MORE LIGHTS FOR HUNTING




As a continuation of the first post and for whatever value it has, I am going to do some more shoot outs of a mix of popular Luxeon lights and incandescent ones.

The first order of things is to change the target area, to make it a little more interesting to my viewers.
Consequently I replaced the tool shed target with a deer and bear mount.
The deer head mounted on the tree is exactly 26 yards from my second story window from where the lights are shinning.
The bear head in the fence is only six more feet further away from the tree.

In the summer I have plenty of bushy cover in the area, but this time I had to be creative and cut and nailed to the tree and fence, some branches from a pine tree, not to hide the animals from view, just to provide a natural blending effect, like they were coming from a natural habitat.

The camera was placed twelve foot away from the tree (and eighteen feet from the bear) in a solid tripod, and the night camera mode used (this mode shows in pictures the same light values that I am seeing with my own eyes).

The close proximity of the camera is for the viewer to see the target with clarity; if I were to place the camera 26 yards away the target will be awfully small.

Here it is the target area and how it looks in daylight.



And here are the contenders, but before I describe them, let me voice my opinion that some manufacturers of Luxeon lights label the output in lumens in quite a wild way.




From left to right: # 1 Fenix L1P at about 40 lumens, # 2 Nuwaii Q III at 75 lumens (yes, sure!) # 3 Surefire L-4 Digital Lumamax at 65 lumens (this is a Luxeon V which is quite a flood light but with little throw).

# 4 Streamlight Task-Light 2 L (two Lithium 3 volts batteries, high and low output,
Cost is about $77.00) This is billed at a High Flux Luxeon III. With 75 lumens, which I think is about right.

# 5 is the Streamlight Pro Polymer 4 AA with a Luxeon I, billed as 40 lumens (3,500 candlepower according to the advertising) which I think is quite wrong, as it appears to me to have about 70 lumens or more, this light has a bigger and deeper reflector than the others lights and the beam is concentrated more than the others. This is a great light for the price of about $40.00

# 6, this is a PR T Luxeon III head done for me by master modder McGizmo, it is set on a Surefire E2e body and I am using two rechargeable 123’s with a voltage of 4.2 volts in it.
This light is my best Luxeon III light and up to two years ago it was pretty HOT STUFF, today the cree LED’s are approaching it in intensity, although it has not been overpower by any other Luxeon, yet.
My friends told me I have two of the Integrated Sphere Spectotometers just above my nose, those spheres are telling me that this light makes 120 to 130 “real” lumens.

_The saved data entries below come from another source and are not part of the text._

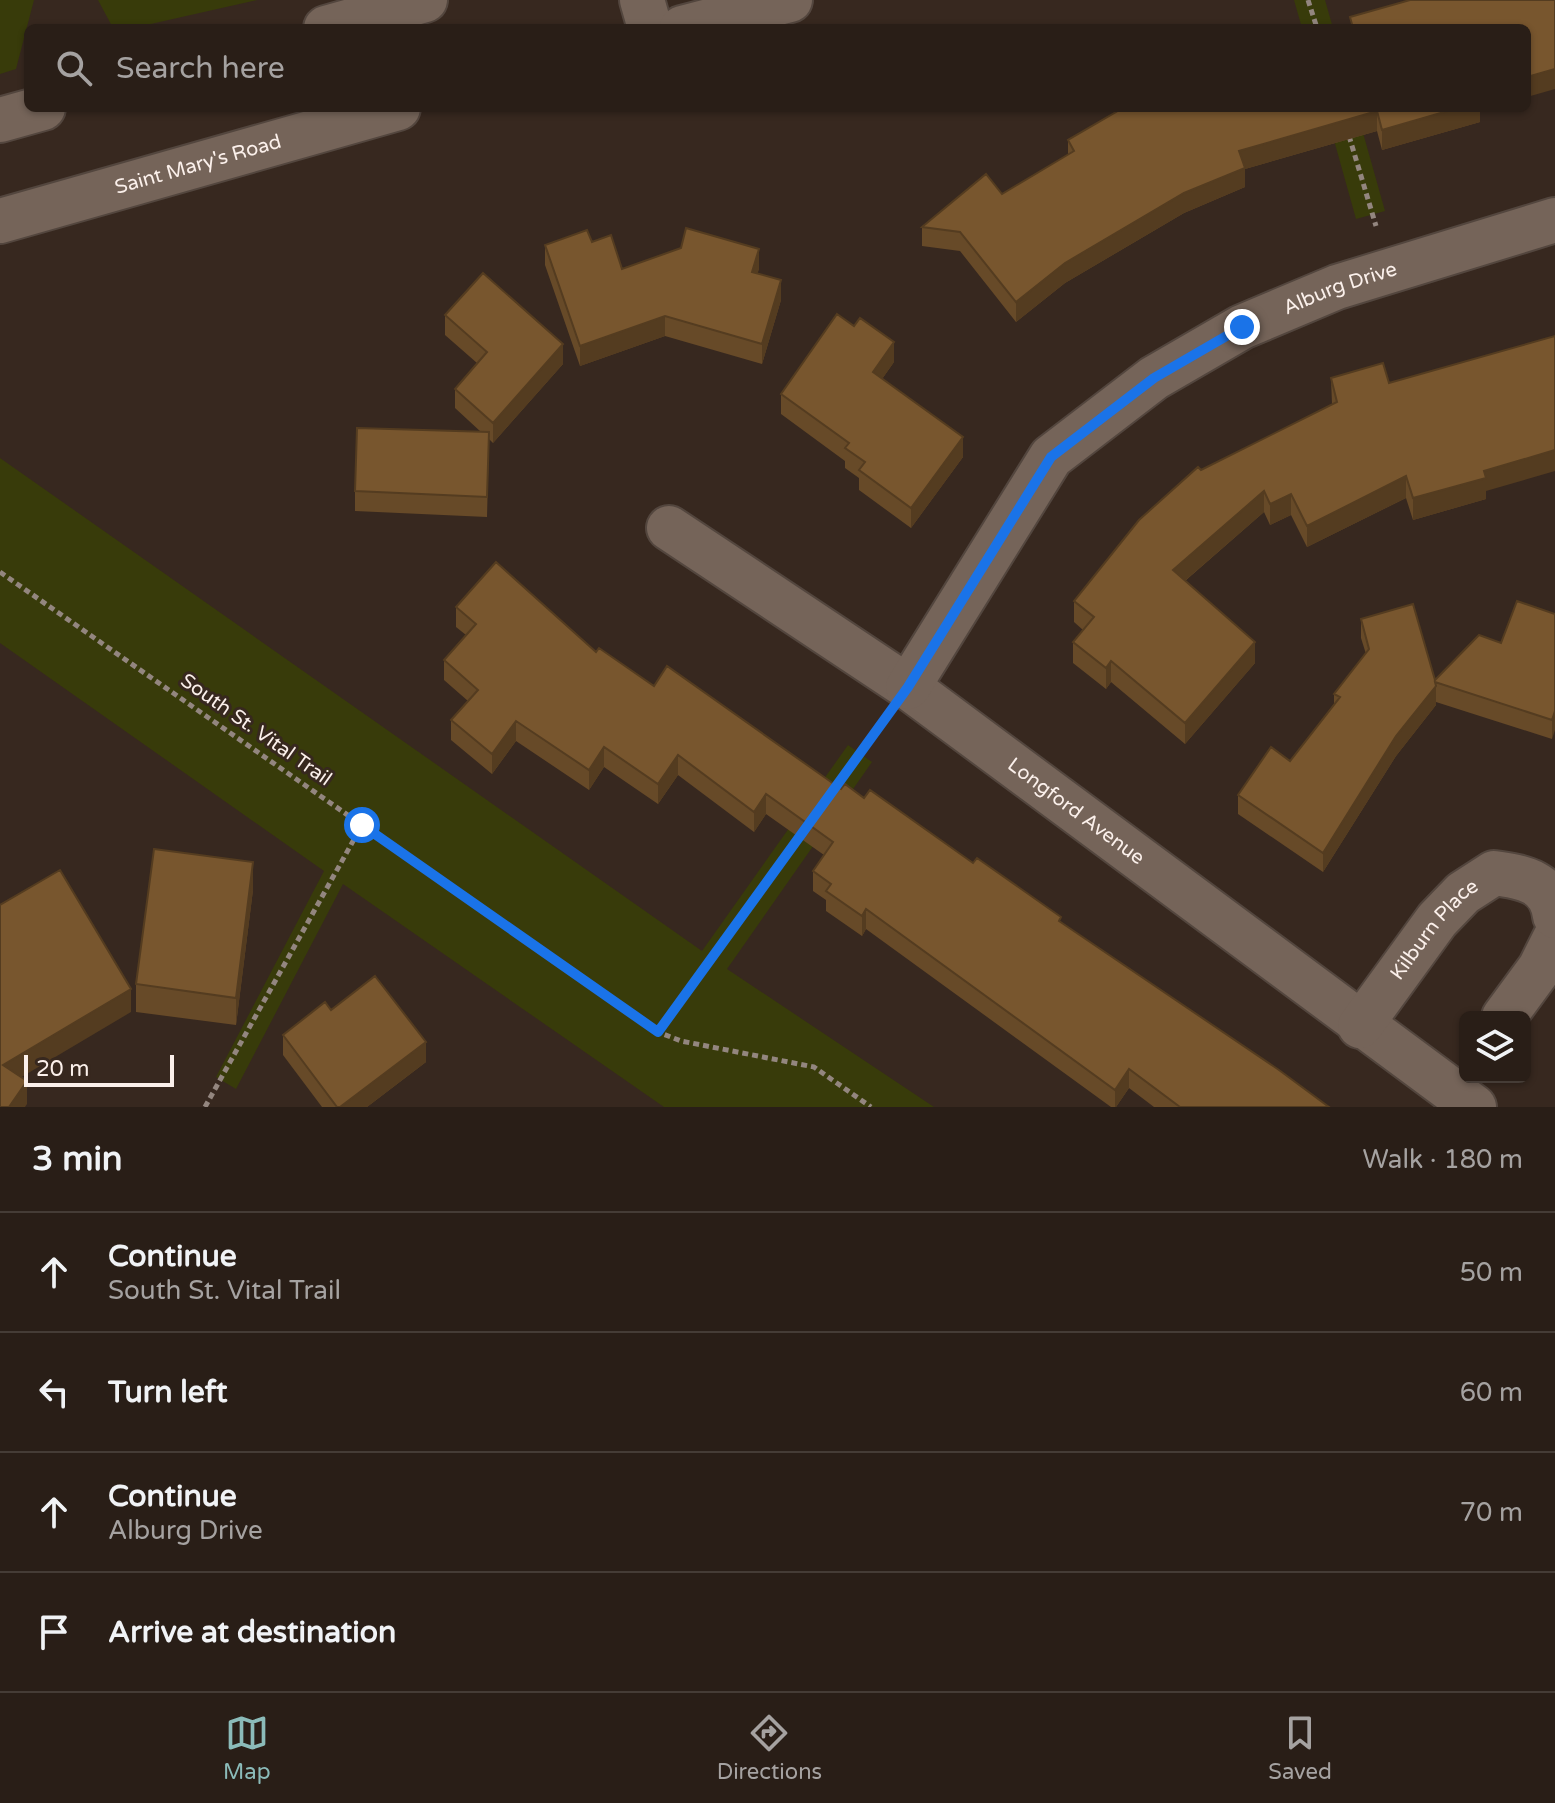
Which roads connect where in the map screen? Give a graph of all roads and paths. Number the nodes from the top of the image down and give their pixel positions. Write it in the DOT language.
graph roads {
  1 [pos="425,0"];
  2 [pos="642,0"];
  3 [pos="790,0"];
  4 [pos="1308,0"];
  5 [pos="340,24"];
  6 [pos="649,24"];
  7 [pos="697,24"];
  8 [pos="1316,24"];
  9 [pos="29,112"];
  10 [pos="384,112"];
  11 [pos="0,120"];
  12 [pos="1345,123"];
  13 [pos="1555,220"];
  14 [pos="0,221"];
  15 [pos="1389,269"];
  16 [pos="669,528"];
  17 [pos="0,572"];
  18 [pos="908,687"];
  19 [pos="824,802"];
  20 [pos="362,825"];
  21 [pos="806,828"];
  22 [pos="1555,916"];
  23 [pos="1555,938"];
  24 [pos="1508,1011"];
  25 [pos="1360,1026"];
  26 [pos="658,1032"];
  27 [pos="1463,1089"];
  28 [pos="205,1107"];
  29 [pos="871,1107"];
  1 -- 5 [label="street"];
  2 -- 6 [label="street"];
  3 -- 7 [label="street"];
  4 -- 8 [label="path"];
  9 -- 11 [label="street"];
  10 -- 14 [label="street, Saint Mary's Road"];
  12 -- 15 [label="path"];
  13 -- 15 [label="street, Alburg Drive"];
  15 -- 18 [label="street, Alburg Drive"];
  16 -- 18 [label="street, Longford Avenue"];
  17 -- 20 [label="path, South St. Vital Trail"];
  18 -- 19 [label="path"];
  18 -- 25 [label="street, Longford Avenue"];
  20 -- 26 [label="path, South St. Vital Trail"];
  20 -- 28 [label="path"];
  21 -- 26 [label="path"];
  22 -- 25 [label="street, Kilburn Place"];
  23 -- 24 [label="street"];
  25 -- 27 [label="street, Longford Avenue"];
  26 -- 29 [label="path, South St. Vital Trail"];
}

# 7, this is A Surefire Centurion II in black with the P-60 lamp (65 lumens) this represents all the others Surefires lights that use this lamp, G-2, 6P. Z-2. etc.

# 8, this is another Surefire Centurion II, but in Hard anodized, it wears the HOLA lamp. The P-61 with the output of 120 lumens for 20 minutes.

# 9 this is a Surefire Centurion III (3 cells) this is usually sold with the P-90 lamp that makes 105 lumens for one hour, but in this case is set up with the P-91 lamp for 200 lumens for 20 minutes, as you will see in the picture later, the floodlight effect is great at 26 yards. All those P’s lamps start to lose range at about 45 to 50 yards, this is because the reflectors are fabricated to produce a good flood so police officers can clear houses with them.
I took this particular light out of my Remington 742 rifle, where it sits in the special quick detach mount in a Picattiny rail.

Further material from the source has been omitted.